• Task item
Look through the records and copy each line that has "ابشينة" in it.

• Extracted records
=-=-=

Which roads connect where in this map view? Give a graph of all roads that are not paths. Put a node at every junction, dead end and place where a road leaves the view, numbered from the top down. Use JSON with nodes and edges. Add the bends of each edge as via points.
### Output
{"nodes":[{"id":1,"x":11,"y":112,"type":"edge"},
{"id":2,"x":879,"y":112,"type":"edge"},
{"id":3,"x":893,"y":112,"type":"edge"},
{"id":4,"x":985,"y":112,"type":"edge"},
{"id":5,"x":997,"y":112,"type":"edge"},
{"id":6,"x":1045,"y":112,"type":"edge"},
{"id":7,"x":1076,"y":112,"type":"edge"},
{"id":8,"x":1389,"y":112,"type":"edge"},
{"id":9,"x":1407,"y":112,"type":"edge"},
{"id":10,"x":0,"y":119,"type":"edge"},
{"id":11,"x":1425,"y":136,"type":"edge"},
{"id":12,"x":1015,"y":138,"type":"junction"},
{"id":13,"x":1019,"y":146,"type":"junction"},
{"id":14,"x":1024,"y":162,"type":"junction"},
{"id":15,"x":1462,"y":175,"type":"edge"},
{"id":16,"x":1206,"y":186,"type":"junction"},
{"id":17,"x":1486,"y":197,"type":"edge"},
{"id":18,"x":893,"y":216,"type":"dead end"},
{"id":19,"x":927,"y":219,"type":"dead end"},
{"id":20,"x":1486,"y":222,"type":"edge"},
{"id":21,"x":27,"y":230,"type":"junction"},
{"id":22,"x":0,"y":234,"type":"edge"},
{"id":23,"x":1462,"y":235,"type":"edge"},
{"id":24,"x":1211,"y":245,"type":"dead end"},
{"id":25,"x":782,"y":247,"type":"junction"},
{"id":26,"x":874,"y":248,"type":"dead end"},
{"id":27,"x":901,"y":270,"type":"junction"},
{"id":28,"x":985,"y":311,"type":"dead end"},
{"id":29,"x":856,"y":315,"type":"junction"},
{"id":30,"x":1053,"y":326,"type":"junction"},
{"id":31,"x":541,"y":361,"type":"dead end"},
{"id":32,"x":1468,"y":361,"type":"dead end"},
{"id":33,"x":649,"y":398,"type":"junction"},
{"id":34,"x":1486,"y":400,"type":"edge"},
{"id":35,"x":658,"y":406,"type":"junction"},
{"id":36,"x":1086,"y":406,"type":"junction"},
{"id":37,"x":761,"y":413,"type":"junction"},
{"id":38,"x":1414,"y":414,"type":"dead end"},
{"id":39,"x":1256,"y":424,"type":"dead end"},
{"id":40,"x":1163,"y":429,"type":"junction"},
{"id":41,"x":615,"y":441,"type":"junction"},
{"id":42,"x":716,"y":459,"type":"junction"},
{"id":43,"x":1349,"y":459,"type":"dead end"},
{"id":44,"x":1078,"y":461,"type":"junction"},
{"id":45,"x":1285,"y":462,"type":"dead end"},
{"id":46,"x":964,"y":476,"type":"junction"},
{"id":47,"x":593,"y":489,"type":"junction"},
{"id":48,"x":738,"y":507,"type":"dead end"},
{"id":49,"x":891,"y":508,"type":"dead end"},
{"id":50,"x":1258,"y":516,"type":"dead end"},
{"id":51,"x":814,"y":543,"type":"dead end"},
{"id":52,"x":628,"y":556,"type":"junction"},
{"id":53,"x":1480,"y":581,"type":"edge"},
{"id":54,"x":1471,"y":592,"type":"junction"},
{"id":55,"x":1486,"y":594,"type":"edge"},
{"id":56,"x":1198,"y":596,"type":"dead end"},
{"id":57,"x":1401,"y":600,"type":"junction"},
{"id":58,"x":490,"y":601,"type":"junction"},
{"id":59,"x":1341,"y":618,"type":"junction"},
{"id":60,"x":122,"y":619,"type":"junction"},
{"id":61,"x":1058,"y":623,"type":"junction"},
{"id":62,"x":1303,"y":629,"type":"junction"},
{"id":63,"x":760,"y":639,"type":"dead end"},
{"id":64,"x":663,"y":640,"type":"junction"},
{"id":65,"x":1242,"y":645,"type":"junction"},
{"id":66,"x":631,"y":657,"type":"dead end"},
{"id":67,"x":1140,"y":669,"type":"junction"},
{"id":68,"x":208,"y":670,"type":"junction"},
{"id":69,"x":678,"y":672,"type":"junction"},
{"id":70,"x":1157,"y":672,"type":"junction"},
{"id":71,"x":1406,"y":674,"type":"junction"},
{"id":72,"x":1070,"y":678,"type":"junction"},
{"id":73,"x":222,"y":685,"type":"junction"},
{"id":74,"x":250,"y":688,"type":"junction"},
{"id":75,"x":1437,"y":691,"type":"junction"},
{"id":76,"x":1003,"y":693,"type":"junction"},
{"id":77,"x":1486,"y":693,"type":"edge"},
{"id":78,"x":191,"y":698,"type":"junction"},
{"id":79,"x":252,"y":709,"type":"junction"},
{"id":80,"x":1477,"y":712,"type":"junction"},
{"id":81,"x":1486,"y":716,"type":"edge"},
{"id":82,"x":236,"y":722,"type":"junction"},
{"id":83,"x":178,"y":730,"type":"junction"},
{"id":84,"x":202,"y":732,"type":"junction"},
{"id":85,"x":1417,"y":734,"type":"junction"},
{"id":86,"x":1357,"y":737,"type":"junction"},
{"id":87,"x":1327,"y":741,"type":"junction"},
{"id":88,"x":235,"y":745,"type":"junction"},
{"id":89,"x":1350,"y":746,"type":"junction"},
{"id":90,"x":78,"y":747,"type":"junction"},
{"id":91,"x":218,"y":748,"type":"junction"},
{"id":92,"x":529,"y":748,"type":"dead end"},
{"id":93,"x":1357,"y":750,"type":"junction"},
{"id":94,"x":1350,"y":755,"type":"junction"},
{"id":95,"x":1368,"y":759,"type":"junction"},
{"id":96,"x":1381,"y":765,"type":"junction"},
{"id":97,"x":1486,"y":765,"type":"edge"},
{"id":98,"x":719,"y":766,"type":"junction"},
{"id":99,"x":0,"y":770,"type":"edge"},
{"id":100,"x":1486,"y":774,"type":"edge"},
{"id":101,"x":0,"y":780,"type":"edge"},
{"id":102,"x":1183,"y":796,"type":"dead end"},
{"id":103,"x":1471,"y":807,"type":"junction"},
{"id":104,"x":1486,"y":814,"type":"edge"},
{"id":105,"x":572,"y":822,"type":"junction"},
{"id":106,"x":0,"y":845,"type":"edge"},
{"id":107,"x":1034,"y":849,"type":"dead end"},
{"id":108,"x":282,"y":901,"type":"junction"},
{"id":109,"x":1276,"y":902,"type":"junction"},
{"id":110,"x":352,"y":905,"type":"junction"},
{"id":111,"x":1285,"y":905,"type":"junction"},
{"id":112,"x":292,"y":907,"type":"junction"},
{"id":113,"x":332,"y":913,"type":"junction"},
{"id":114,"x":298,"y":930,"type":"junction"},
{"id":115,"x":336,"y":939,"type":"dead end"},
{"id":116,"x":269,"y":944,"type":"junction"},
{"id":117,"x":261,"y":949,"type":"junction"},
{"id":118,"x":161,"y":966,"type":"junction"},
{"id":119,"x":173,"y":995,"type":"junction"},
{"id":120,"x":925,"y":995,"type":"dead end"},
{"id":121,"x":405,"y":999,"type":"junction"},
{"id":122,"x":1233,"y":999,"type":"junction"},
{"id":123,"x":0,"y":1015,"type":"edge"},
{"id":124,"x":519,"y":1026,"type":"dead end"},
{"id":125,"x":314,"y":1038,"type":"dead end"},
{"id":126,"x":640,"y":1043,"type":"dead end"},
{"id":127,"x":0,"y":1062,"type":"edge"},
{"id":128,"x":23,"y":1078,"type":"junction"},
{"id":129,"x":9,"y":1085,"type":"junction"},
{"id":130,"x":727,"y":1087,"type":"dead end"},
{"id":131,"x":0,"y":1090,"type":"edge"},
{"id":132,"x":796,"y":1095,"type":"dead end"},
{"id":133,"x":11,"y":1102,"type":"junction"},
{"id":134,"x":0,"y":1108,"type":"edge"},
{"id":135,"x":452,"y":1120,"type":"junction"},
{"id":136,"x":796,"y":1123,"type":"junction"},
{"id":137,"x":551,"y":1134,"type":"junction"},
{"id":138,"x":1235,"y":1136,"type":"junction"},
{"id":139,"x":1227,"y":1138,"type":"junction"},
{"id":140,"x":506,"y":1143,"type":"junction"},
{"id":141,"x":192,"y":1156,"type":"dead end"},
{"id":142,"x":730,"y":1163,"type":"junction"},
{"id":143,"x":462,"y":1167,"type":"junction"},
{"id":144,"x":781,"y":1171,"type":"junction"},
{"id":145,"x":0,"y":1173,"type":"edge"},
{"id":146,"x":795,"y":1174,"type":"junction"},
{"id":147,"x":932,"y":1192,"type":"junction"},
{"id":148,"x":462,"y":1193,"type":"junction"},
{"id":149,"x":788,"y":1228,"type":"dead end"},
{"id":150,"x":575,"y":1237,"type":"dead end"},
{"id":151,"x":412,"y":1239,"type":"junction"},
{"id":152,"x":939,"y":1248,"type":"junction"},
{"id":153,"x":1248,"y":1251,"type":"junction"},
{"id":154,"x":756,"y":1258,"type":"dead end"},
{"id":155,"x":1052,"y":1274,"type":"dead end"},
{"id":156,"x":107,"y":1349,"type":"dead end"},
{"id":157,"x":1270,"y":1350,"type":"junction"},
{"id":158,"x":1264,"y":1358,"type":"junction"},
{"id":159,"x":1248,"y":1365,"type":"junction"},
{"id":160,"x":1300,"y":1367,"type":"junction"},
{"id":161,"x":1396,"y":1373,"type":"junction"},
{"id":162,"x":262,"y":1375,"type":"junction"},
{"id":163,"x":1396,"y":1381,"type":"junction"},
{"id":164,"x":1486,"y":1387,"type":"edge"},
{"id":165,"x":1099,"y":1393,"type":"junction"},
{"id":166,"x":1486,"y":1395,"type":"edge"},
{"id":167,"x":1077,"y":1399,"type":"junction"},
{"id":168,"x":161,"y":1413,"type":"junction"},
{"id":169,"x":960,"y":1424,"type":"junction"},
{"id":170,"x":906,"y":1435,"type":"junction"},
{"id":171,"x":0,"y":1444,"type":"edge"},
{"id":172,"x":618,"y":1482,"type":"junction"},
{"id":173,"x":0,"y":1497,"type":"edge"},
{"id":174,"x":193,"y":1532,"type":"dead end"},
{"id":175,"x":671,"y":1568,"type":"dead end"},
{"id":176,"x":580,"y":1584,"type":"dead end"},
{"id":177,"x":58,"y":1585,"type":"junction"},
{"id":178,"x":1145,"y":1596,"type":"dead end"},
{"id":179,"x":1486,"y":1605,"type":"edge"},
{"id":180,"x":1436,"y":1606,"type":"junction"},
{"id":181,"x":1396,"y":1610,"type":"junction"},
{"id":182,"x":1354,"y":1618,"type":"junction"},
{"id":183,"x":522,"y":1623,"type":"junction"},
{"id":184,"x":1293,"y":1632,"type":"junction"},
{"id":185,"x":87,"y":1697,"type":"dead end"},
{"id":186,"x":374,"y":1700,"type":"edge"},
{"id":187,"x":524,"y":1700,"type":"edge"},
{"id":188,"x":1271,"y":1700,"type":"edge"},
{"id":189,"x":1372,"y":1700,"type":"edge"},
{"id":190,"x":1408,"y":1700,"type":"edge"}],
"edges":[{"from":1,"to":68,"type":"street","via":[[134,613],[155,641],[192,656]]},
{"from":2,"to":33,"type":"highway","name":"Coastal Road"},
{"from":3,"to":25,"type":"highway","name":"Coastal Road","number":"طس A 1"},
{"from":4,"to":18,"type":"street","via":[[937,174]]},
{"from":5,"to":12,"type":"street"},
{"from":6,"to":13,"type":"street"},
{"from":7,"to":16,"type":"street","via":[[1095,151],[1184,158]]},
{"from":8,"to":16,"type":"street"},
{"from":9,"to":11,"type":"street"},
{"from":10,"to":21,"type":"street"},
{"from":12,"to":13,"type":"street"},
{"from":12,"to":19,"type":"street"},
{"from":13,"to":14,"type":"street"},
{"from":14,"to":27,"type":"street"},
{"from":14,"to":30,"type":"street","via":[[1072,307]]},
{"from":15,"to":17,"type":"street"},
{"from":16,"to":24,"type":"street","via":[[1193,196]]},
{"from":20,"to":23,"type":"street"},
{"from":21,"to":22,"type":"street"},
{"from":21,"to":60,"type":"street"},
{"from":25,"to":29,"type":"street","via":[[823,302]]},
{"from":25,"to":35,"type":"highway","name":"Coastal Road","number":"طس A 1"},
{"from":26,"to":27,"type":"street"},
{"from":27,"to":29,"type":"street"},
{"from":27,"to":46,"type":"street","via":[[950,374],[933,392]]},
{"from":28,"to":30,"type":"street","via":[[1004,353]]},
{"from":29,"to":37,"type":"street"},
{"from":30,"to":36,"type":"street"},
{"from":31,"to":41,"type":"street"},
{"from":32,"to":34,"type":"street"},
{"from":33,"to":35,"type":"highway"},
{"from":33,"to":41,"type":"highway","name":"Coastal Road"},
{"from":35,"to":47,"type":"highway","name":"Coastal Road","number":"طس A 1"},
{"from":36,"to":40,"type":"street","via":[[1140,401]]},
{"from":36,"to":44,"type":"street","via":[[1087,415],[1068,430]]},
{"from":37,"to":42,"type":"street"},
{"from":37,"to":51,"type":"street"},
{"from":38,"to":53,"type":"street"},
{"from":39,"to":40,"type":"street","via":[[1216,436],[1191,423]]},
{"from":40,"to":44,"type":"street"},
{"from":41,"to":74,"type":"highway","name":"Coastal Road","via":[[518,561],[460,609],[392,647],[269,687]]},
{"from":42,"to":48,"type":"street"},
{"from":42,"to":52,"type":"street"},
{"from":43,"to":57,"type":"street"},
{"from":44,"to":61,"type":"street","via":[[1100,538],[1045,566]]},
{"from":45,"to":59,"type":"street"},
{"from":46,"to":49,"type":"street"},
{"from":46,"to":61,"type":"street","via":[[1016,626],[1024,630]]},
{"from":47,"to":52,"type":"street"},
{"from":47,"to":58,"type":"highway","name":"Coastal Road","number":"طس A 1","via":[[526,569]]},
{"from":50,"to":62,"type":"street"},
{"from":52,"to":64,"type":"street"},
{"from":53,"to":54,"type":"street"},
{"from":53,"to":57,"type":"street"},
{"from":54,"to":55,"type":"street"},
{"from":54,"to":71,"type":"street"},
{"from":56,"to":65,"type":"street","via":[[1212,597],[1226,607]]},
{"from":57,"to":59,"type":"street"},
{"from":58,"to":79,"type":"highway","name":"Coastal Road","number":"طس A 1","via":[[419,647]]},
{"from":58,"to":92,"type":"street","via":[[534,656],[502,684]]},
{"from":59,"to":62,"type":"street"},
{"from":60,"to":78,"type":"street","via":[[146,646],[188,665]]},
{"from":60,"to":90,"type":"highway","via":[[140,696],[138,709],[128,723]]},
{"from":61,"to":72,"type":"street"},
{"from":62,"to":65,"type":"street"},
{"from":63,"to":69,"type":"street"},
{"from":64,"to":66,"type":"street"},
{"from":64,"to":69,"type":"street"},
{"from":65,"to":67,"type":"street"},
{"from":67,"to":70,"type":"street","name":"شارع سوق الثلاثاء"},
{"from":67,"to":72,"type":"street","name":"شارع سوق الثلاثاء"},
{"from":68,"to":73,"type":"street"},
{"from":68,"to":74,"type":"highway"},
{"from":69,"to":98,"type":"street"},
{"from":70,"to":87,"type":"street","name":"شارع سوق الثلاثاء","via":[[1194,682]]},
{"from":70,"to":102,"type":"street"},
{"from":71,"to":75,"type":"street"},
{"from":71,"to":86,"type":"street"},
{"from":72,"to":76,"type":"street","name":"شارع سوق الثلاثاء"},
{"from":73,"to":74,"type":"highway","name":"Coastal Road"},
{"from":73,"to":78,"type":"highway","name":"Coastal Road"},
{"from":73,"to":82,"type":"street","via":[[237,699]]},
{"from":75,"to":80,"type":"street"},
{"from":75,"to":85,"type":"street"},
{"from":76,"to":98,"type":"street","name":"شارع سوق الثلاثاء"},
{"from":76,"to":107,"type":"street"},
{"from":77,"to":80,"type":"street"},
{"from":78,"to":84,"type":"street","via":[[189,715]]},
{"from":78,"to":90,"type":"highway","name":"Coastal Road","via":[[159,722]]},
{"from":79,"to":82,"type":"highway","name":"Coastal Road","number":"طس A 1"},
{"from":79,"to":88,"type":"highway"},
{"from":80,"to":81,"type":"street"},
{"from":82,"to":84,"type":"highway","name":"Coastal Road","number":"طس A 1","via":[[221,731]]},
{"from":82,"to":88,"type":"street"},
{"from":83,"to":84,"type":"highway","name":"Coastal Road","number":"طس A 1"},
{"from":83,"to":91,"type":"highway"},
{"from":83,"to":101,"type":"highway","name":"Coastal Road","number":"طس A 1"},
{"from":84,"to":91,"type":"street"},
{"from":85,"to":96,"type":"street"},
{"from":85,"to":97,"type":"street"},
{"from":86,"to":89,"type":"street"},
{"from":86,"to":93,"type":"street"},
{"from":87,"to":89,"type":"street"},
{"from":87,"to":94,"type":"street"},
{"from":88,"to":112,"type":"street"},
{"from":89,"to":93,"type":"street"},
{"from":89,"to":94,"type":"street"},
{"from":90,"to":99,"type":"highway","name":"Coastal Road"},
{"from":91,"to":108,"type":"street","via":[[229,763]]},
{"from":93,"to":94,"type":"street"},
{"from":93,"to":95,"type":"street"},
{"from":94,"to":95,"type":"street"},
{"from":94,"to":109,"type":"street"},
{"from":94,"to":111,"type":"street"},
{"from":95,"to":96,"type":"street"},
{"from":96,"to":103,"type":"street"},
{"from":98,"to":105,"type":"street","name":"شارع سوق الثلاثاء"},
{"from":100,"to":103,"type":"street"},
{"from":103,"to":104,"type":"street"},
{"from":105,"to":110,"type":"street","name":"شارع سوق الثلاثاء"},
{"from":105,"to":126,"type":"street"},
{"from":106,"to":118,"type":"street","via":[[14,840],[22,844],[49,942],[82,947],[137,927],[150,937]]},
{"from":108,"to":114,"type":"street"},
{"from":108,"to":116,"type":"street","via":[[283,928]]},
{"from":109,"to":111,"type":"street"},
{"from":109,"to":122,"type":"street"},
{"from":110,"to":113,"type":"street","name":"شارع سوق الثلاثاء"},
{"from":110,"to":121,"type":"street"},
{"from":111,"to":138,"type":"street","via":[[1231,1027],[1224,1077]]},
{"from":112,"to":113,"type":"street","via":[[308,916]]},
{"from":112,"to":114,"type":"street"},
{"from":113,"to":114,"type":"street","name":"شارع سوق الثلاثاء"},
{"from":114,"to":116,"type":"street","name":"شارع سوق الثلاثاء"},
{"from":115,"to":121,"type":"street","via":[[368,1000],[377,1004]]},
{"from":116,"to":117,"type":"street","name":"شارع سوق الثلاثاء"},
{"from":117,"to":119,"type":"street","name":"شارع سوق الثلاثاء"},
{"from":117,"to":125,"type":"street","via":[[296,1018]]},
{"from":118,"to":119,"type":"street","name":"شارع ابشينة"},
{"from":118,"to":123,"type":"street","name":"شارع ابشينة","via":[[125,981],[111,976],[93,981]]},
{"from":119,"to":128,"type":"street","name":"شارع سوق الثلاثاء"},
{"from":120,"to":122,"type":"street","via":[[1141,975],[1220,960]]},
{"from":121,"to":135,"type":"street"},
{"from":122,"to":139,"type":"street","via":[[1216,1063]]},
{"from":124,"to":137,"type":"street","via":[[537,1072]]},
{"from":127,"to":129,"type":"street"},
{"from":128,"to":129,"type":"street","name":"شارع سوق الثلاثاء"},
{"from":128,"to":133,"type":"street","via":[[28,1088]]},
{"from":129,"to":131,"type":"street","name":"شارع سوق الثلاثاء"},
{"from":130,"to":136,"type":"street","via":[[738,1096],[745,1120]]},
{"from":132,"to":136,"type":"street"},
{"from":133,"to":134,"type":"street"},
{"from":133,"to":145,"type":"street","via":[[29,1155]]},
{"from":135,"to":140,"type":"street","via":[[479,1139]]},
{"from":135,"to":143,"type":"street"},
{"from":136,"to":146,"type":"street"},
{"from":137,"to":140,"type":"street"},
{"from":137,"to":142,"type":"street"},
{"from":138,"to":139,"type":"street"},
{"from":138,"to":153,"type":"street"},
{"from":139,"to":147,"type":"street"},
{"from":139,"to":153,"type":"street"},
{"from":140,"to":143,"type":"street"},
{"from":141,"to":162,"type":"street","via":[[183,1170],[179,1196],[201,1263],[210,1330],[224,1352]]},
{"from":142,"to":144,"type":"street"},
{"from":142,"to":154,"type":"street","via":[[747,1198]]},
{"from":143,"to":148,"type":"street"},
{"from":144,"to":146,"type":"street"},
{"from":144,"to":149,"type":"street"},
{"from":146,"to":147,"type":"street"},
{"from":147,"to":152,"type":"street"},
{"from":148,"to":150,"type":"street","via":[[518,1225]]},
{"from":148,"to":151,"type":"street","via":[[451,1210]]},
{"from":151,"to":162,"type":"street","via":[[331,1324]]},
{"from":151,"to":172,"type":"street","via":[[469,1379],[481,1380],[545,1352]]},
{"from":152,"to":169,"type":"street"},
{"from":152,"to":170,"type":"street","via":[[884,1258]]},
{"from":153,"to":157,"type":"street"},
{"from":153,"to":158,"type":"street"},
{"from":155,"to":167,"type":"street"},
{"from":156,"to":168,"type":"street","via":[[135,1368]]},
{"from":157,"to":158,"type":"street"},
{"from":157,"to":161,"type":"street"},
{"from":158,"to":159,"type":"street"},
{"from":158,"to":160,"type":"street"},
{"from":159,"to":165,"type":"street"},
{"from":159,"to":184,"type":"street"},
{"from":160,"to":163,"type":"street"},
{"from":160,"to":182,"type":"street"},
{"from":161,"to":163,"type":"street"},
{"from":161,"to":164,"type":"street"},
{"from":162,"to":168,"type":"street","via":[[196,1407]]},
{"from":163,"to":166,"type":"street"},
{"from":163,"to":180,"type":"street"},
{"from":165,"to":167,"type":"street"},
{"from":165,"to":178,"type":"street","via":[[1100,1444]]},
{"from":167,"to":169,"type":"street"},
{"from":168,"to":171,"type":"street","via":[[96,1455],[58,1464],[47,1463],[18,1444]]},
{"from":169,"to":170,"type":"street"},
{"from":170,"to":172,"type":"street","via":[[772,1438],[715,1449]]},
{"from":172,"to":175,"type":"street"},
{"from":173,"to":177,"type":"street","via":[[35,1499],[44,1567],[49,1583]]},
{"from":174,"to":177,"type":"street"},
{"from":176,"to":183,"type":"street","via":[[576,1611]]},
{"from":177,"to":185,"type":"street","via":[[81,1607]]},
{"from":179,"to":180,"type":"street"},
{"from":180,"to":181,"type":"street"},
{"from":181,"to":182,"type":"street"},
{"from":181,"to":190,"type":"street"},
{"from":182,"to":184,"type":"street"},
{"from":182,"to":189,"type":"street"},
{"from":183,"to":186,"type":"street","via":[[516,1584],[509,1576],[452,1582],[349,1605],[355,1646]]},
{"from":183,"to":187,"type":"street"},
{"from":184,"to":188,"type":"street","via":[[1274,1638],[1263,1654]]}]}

=-=-=

• Task response
{"from":118,"to":119,"type":"street","name":"شارع ابشينة"},
{"from":118,"to":123,"type":"street","name":"شارع ابشينة","via":[[125,981],[111,976],[93,981]]},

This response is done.